Like religion and ideology, language is a source of identity that transcends national borders, has its own symbols and creates affinities between citizens of different countries. Of course, like religion and ideology, language can contribute to (or detract from) a country’s influence in traditional spheres such as diplomacy. Japan is the world’s second economic power, yet its language (like its religion) has little influence, making Japan’s overall influence in the world weaker. While oil gives Saudi Arabia some geopolitical clout, religion and language give it as much influence (the country remains an economic dwarf). An extreme example is the Vatican, which has geocultural clout but nothing else. Consider Belgium: Most of its influence comes from the fact that two of its native tongues, Dutch and French, are international languages, and the latter draws on a large international club. The cases of Canada and Quebec are also interesting. As a province, Quebec has more geocultural clout than it has geopolitical or economic influence on the world stage, because it draws on the international influence of French. And Canada’s influence owes a lot to the fact that it is part of two important geocultural spheres: English and French.
It is the Anglo-American ex
perience that best illustrates how language became a factor in creating and solidifying transnational identities. Starting in the late eighteenth century, the British and the Americans led the way in developing their geocultural sphere.
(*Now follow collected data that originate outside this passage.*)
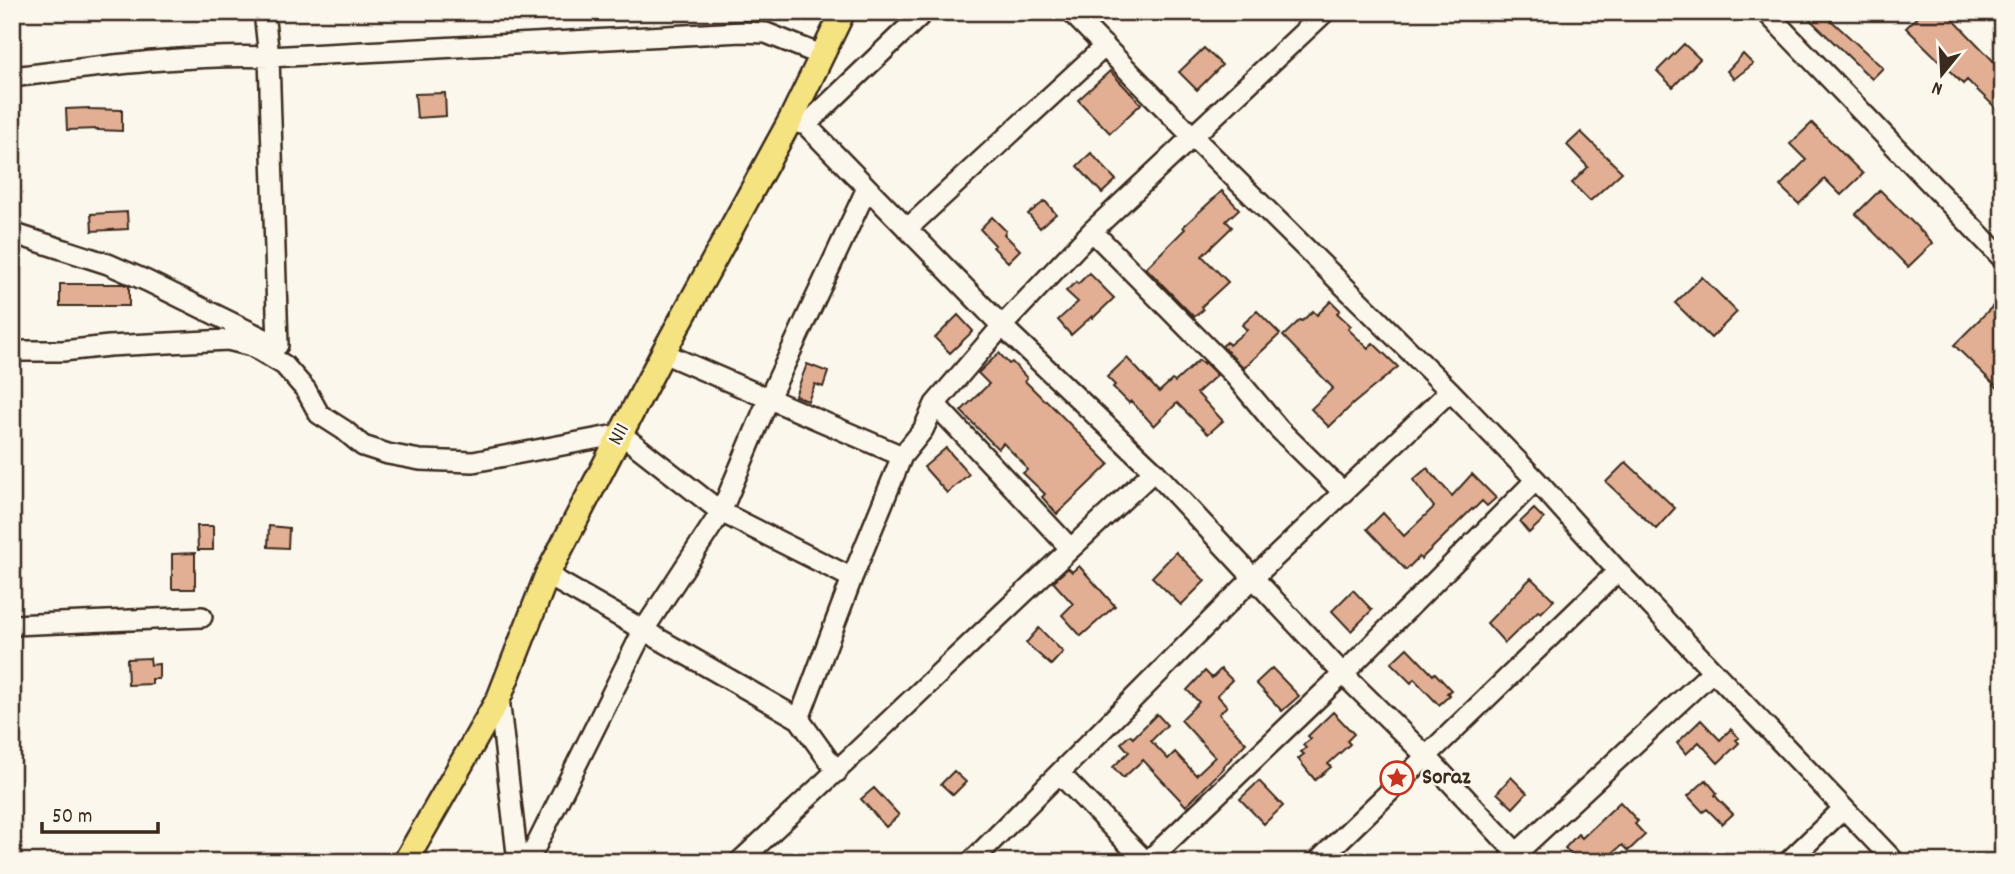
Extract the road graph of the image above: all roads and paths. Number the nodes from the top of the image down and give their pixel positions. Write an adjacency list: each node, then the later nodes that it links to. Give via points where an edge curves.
1 (264, 12): 11 (street)
2 (754, 12): 8 (street)
3 (843, 12): 10 (main road, N11)
4 (924, 12): 13 (street)
5 (1071, 12): 9 (street)
6 (1325, 12): 14 (street)
7 (1766, 12): 19 (street)
8 (756, 33): 10 (street); 11 (street)
9 (1105, 47): 14 (street); 16 (street)
10 (821, 55): 13 (main road, N11)
11 (269, 57): 12 (street, via 145,62); 21 (street)
12 (12, 77)
13 (798, 123): 15 (street); 24 (main road, N11)
14 (1192, 136): 17 (street); 25 (street)
15 (867, 188): 16 (street); 26 (street)
16 (906, 229): 20 (street)
17 (1092, 231): 20 (street); 32 (street)
18 (12, 233): 21 (street, via 108,264)
19 (2003, 259)
20 (1002, 326): 27 (street); 30 (street)
21 (278, 345): 22 (street)
22 (252, 346): 23 (street, via 228,340); 28 (street, via 284,365 319,414 363,446 388,454 473,462)
23 (12, 351)
24 (663, 354): 26 (street); 28 (main road, N11)
25 (1450, 391): 31 (street); 32 (street)
26 (769, 398): 29 (street); 33 (street)
27 (935, 404): 29 (street, via 923,430); 34 (street)
28 (621, 434): 33 (street); 36 (main road, N11)
29 (902, 456): 37 (street)
30 (1154, 471): 34 (street); 38 (street)
31 (1536, 480): 35 (street); 43 (street)
32 (1343, 492): 38 (street)
33 (720, 512): 37 (street); 41 (street)
34 (1070, 548): 47 (street)
35 (1618, 571): 42 (street); 46 (street)
36 (547, 575): 41 (street); 44 (main road, N11)
37 (852, 578): 45 (street)
38 (1254, 578): 43 (street); 48 (street)
39 (202, 617): 40 (street)
40 (12, 625)
41 (643, 631): 45 (street); 53 (street)
42 (1713, 671): 49 (street); 50 (street)
43 (1343, 674): 46 (street); 56 (street)
44 (499, 698): 51 (main road, N11); 52 (street)
45 (799, 719): 47 (street)
46 (1426, 756): 50 (street); 57 (street)
47 (837, 772): 54 (street)
48 (1060, 774): 55 (street); 56 (street)
49 (1843, 809): 58 (street); 59 (street)
50 (1516, 859)
51 (405, 862)
52 (518, 862)
53 (528, 862)
54 (739, 862)
55 (971, 862)
56 (1146, 862)
57 (1317, 862)
58 (1788, 862)
59 (1895, 862)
Much in the way the French developed cultural diplomacy to compensate for their geopolitical weaknesses in the nineteenth century, the British, after their defeat in the American Revolution, quite spontaneously sought what came to be called a “special relationship” with the United States.
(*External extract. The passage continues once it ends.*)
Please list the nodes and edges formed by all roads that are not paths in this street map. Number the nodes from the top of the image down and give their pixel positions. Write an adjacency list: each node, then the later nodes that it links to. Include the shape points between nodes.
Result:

Right from the 1780s, cultural affinity justified numerous trade agreements, accords and treaties between Britain and the United States. The United States’ support of Britain against Nazi Germany (when the U.S. was still officially neutral) was justified on that basis. Churchill was especially sensitive to linguistic affinities, an idea he developed in his 1956–58 volumes A History of the English-Speaking Peoples. With the same logic, during the interwar period Britain sought to unite its former colonies Canada, Australia, New Zealand and South Africa as a Commonwealth of Nations. The British and the Americans quickly saw there was a lot to gain by linking language, culture and industrial interests in the right way. In Soft Power, Joseph Nye makes a good case that the penetration of American films helped sell not only more baseball caps and cars, but also values and ideas about the American way of life—all of which produced a remarkable reservoir of goodwill towards the U.S. In essence, the Anglo-Americans had the same goal as France did in pushing cultural diplomacy. But they had two advantages over the French: The combined populations of the U.S. and the U.K. were much bigger than those of France and Belgium. And compared to France and Belgium, Britain and the United States had sustained relatively little damage during the Second World War. The Anglo-Americans also got reinforcement from four other English-speaking nations: Australia, New Zealand, South Africa and Canada—the last of which did not care much about French until the 1960s. It would not take long for the Anglo-Americans to push their edge a little further and spread the idea that the English language was not merely useful, but necessary.